- **What is needed**:
Find the word "Estrutural" in the material below and gather every line that contains it.

*** Opening Supplied data ***

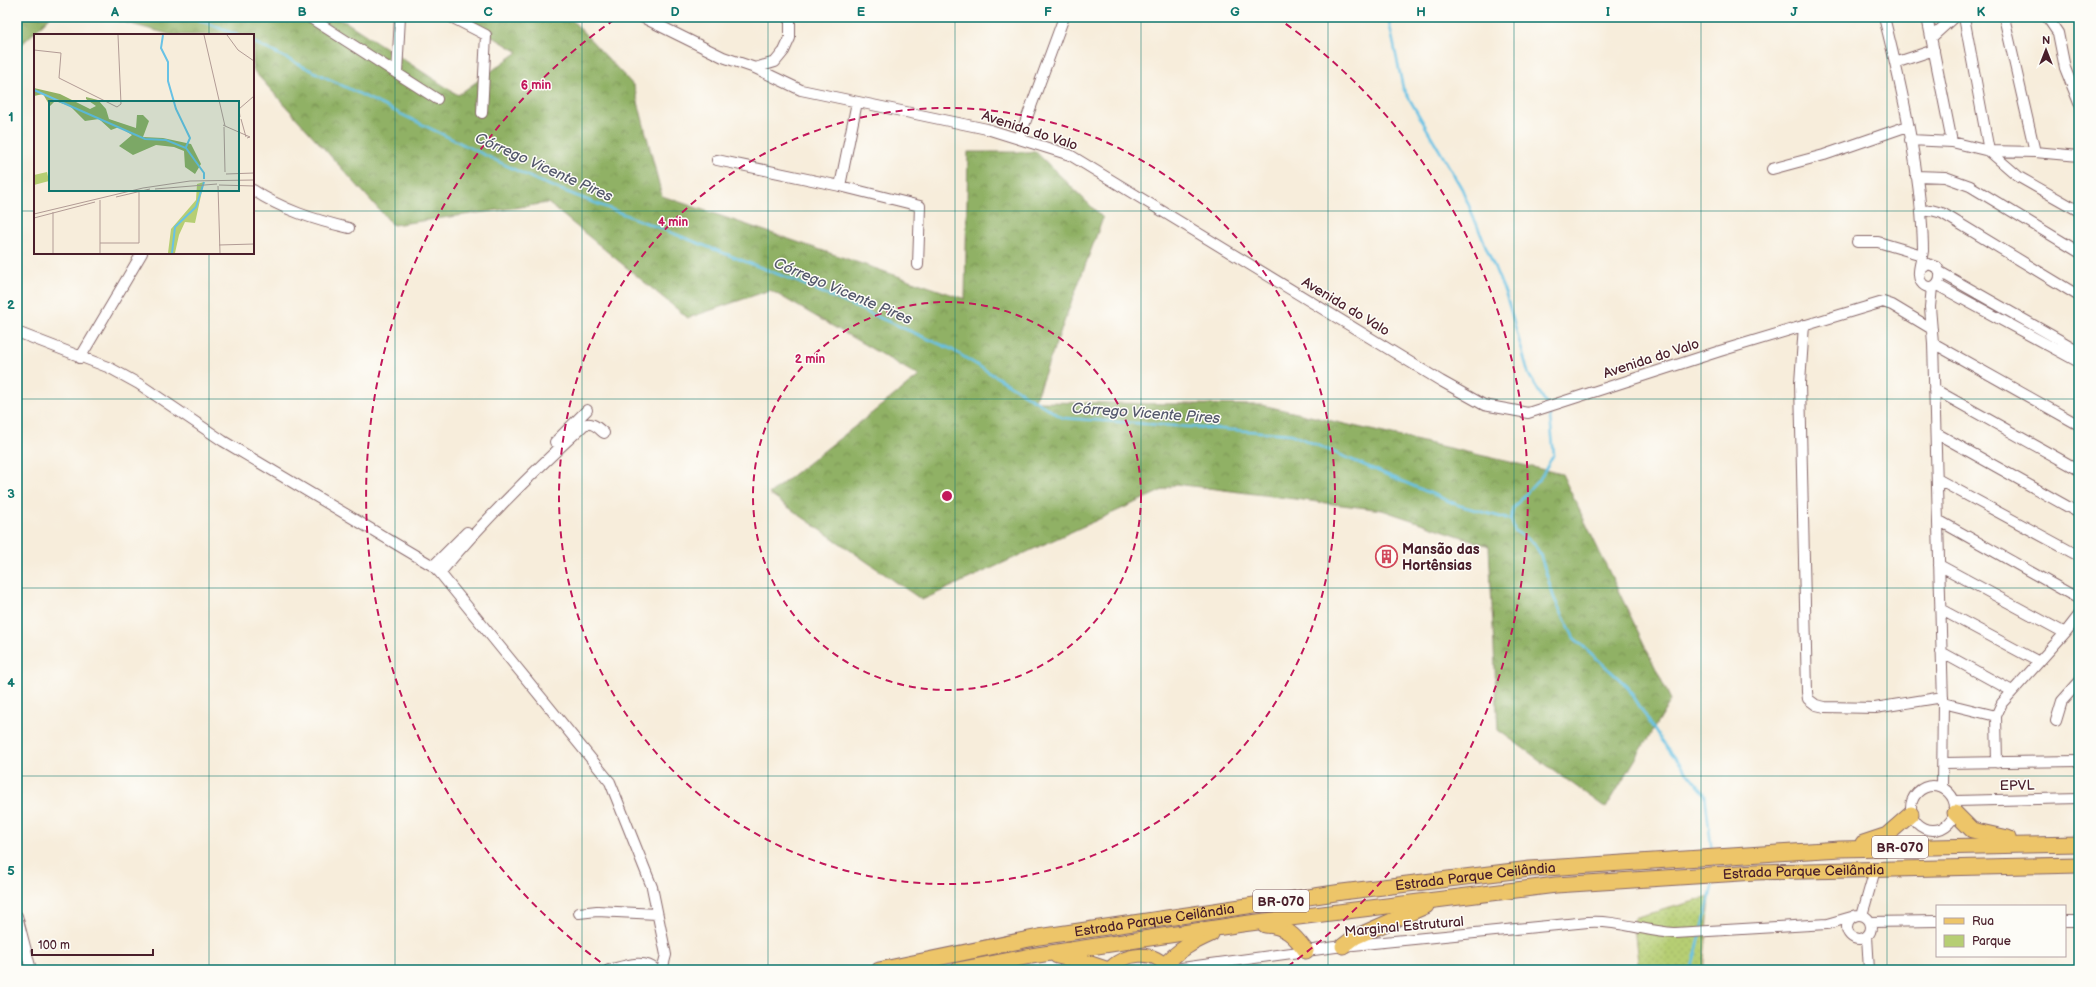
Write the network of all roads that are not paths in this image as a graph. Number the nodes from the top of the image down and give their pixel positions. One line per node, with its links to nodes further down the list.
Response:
1 (308, 17): 17 (street)
2 (400, 17): 17 (street)
3 (451, 17): 21 (street)
4 (642, 17): 16 (street, Avenida do Valo)
5 (790, 17): 16 (street)
6 (1064, 17): 23 (street)
7 (1884, 17): 15 (street)
8 (1927, 17): 13 (street)
9 (1954, 17): 13 (street)
10 (1964, 17): 26 (street)
11 (2004, 17): 27 (street)
12 (2047, 17): 20 (street)
13 (1932, 37): 14 (street)
14 (1934, 50): 15 (street); 25 (street)
15 (1895, 63): 22 (street)
16 (755, 68): 19 (street, Avenida do Valo)
17 (397, 73): 18 (street)
18 (437, 99)
19 (857, 102): 23 (street, Avenida do Valo); 32 (street)
20 (2079, 103)
21 (482, 113)
22 (1908, 126): 24 (street); 30 (street)
23 (1019, 139): 47 (street, Avenida do Valo)
24 (1910, 140): 25 (street); 31 (street)
25 (1952, 142): 26 (street)
26 (1989, 151): 27 (street); 34 (street)
27 (2035, 152): 28 (street)
28 (2079, 156)
29 (717, 160): 32 (street)
30 (1772, 169)
31 (1916, 176): 35 (street); 38 (street)
32 (840, 186): 41 (street)
33 (254, 191): 36 (street)
34 (2079, 211)
35 (1921, 212): 39 (street); 46 (street)
36 (349, 228)
37 (1857, 242): 39 (street)
38 (2079, 252)
39 (1922, 253): 42 (street); 43 (street)
40 (141, 254): 52 (street)
41 (918, 265)
42 (1932, 265): 43 (street); 44 (street)
43 (1920, 270): 45 (street)
44 (1940, 272): 45 (street); 51 (street)
45 (1931, 286): 48 (street); 53 (street)
46 (2079, 296)
47 (1804, 325): 48 (street, Avenida do Valo); 74 (street)
48 (1932, 329): 50 (street)
49 (17, 332): 52 (street)
50 (1933, 344): 54 (street); 56 (street)
51 (2079, 351)
52 (80, 358): 65 (street)
53 (2079, 362)
54 (1934, 389): 58 (street); 59 (street)
55 (587, 410): 65 (street)
56 (2079, 425)
57 (604, 433): 65 (street)
58 (1936, 433): 60 (street); 61 (street)
59 (2079, 470)
60 (1937, 479): 62 (street); 63 (street)
61 (2079, 513)
62 (1938, 520): 64 (street); 66 (street)
63 (2079, 556)
64 (1938, 565): 67 (street); 69 (street)
65 (436, 569): 91 (street)
66 (2079, 599)
67 (1940, 609): 70 (street); 71 (street)
68 (2079, 615): 69 (street)
69 (2065, 634): 71 (street)
70 (1941, 652): 73 (street); 74 (street)
71 (2039, 662): 73 (street)
72 (2079, 682): 76 (street)
73 (2012, 691): 75 (street)
74 (1943, 700): 75 (street); 78 (street)
75 (1996, 716): 79 (street)
76 (2056, 721)
77 (2079, 761): 79 (street)
78 (1944, 763): 79 (street); 80 (street)
79 (1996, 763)
80 (1942, 787): 82 (street); 83 (street)
81 (2079, 798): 82 (street, EPVL)
82 (1955, 807): 83 (street); 84 (highway)
83 (1911, 814): 86 (highway)
84 (2052, 843): 85 (highway, Estrada Parque Ceilândia / BR-070); 86 (highway, Estrada Parque Ceilândia / BR-070)
85 (2079, 844)
86 (1840, 849): 111 (highway, Estrada Parque Ceilândia / BR-070)
87 (2079, 865): 88 (highway, Estrada Parque Ceilândia / BR-070)
88 (1875, 870): 89 (highway, Estrada Parque Ceilândia / BR-070); 92 (street)
89 (1442, 899): 99 (highway, Estrada Parque Ceilândia / BR-070); 102 (highway)
90 (579, 913): 91 (street)
91 (657, 914): 110 (street)
92 (1858, 915): 97 (street); 98 (street, Marginal Estrutural); 101 (street)
93 (17, 916): 107 (street)
94 (1936, 921): 97 (street)
95 (2066, 921): 96 (street)
96 (2079, 921)
97 (1870, 922): 100 (street)
98 (1827, 924): 101 (street); 102 (street, Marginal Estrutural)
99 (1235, 925): 103 (highway); 104 (highway, Estrada Parque Ceilândia / BR-070); 106 (highway)
100 (1866, 936): 101 (street); 105 (street)
101 (1853, 937): 105 (street)
102 (1342, 946): 103 (street, Marginal Estrutural)
103 (1306, 951): 106 (street, Marginal Estrutural)
104 (1044, 954): 112 (highway, Estrada Parque Ceilândia / BR-070); 113 (highway)
105 (1869, 966)
106 (1173, 969): 113 (main road)
107 (31, 970)
108 (609, 970): 109 (street)
109 (656, 970)
110 (662, 970)
111 (879, 970)
112 (958, 970)
113 (1109, 970)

*** Closing Supplied data ***

- **Completed exercise**:
92 (1858, 915): 97 (street); 98 (street, Marginal Estrutural); 101 (street)
98 (1827, 924): 101 (street); 102 (street, Marginal Estrutural)
102 (1342, 946): 103 (street, Marginal Estrutural)
103 (1306, 951): 106 (street, Marginal Estrutural)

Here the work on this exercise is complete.